### Records for this exercise
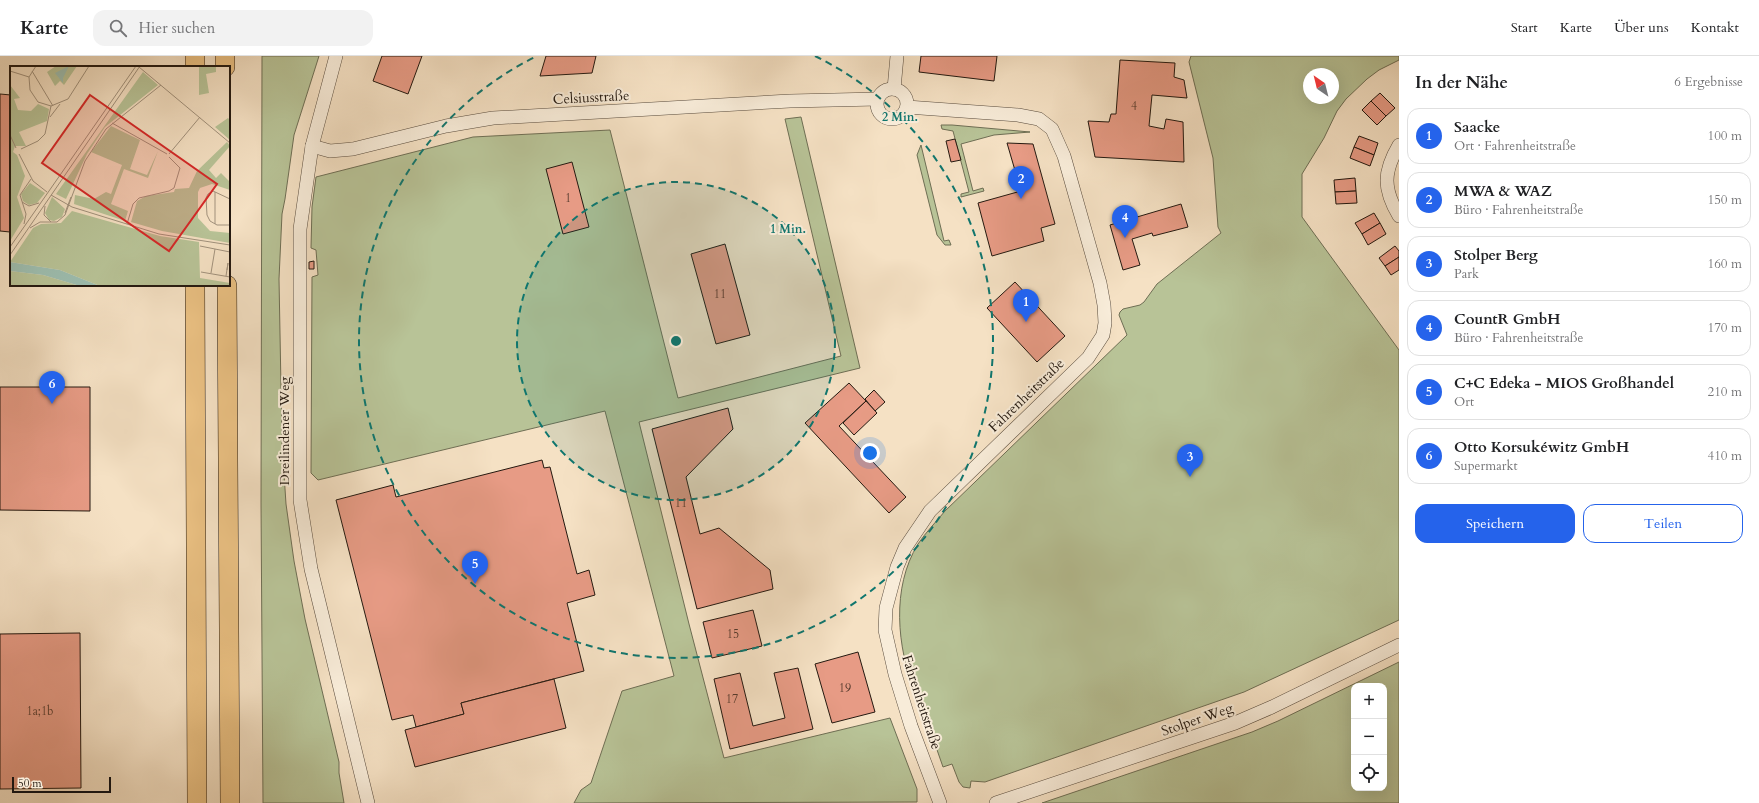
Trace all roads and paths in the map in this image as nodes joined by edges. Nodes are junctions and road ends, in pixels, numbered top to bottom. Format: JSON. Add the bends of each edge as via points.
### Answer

* * *

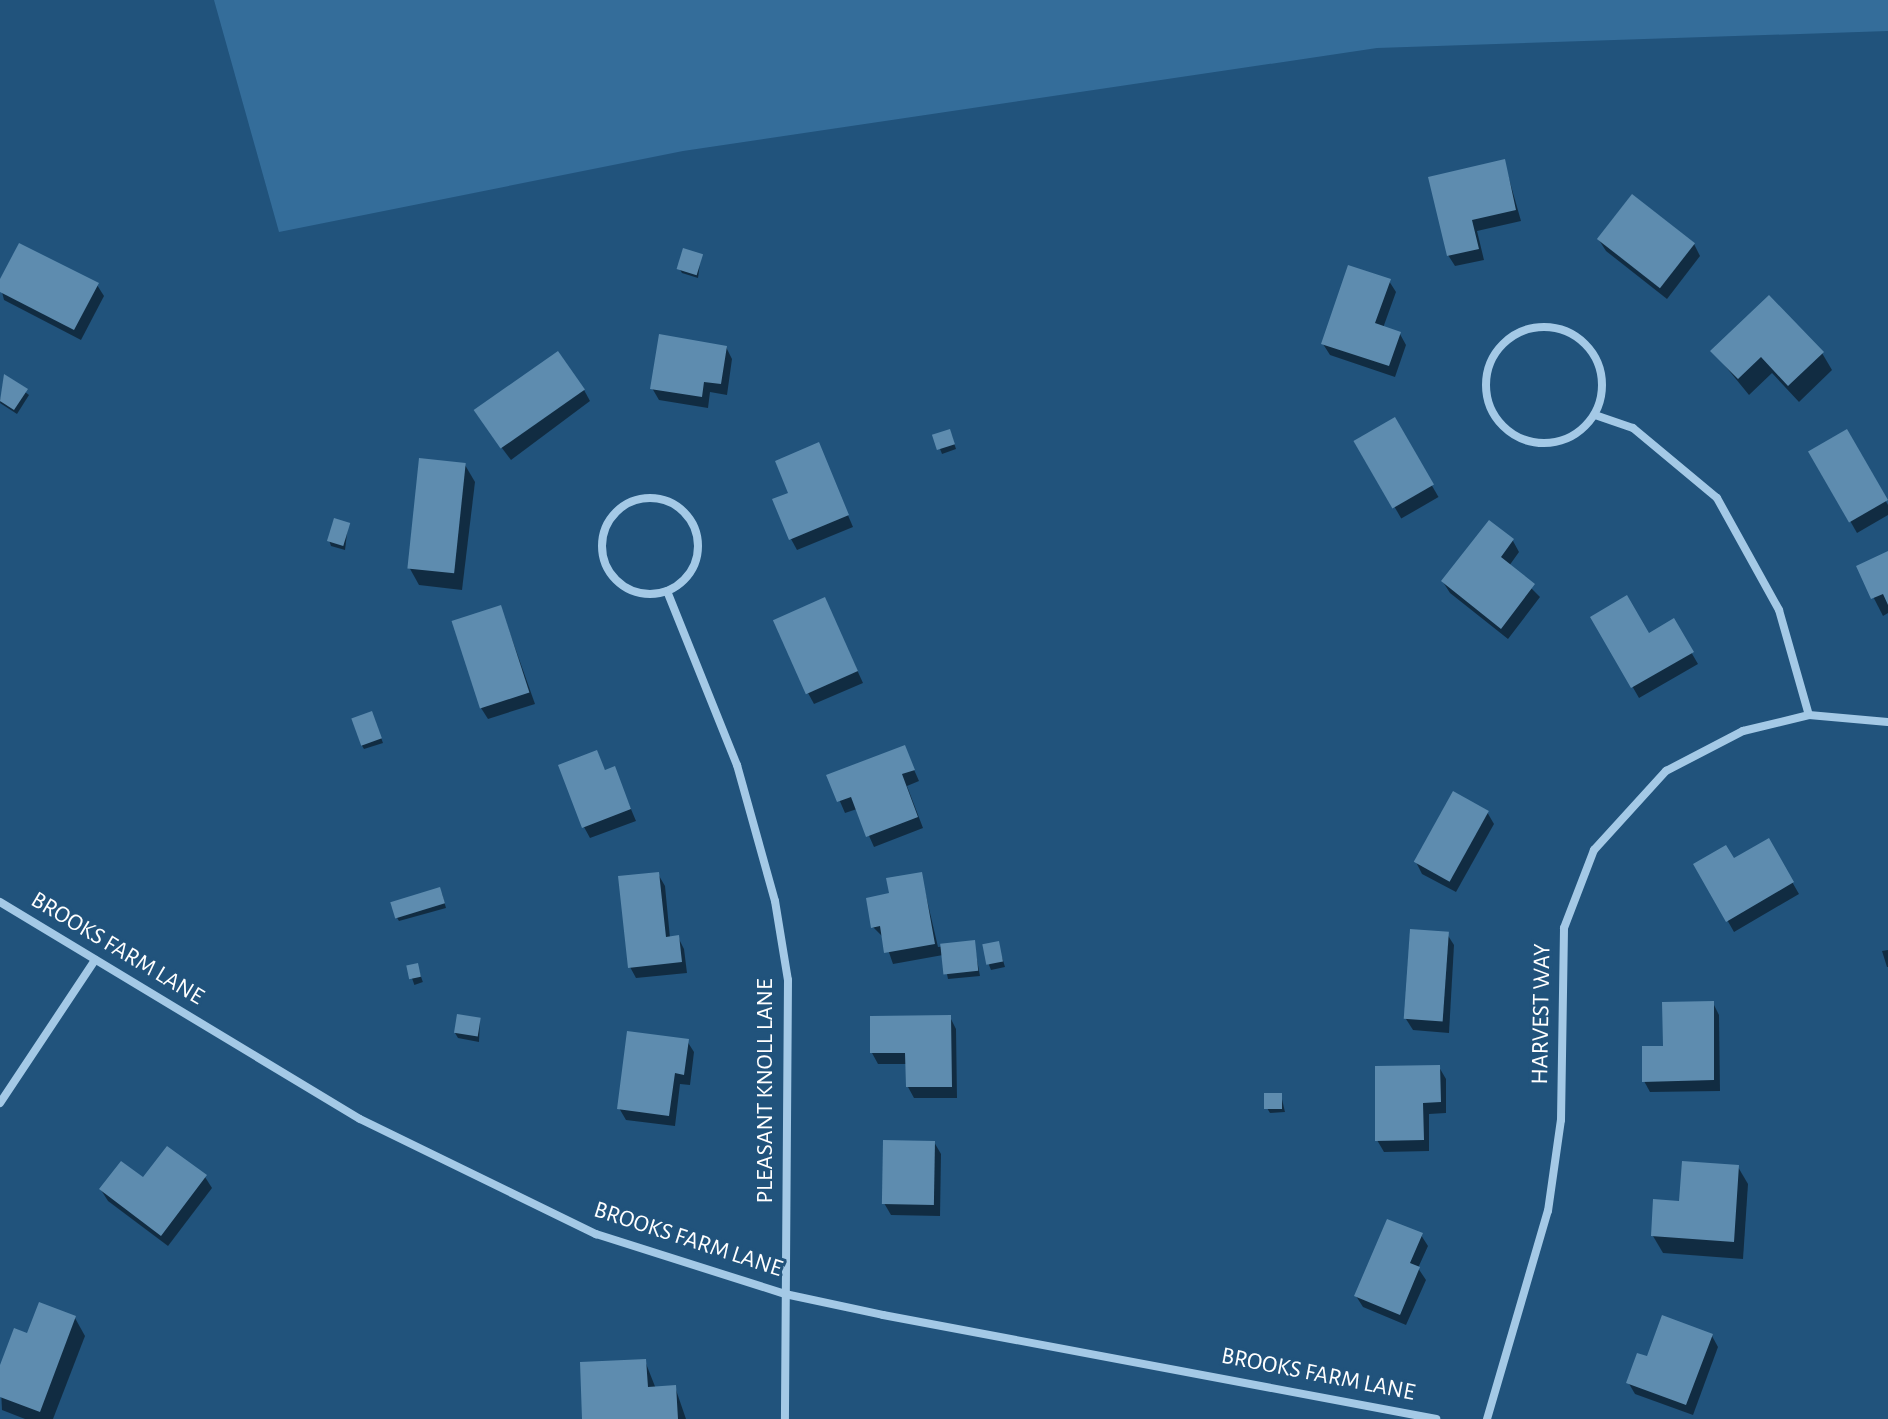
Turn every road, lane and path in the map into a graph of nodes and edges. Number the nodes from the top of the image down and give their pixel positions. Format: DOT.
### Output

### Task statement
Please tally how many lines in the listing above contain the word "road", and answer with the figure alone.

### Output of the task
2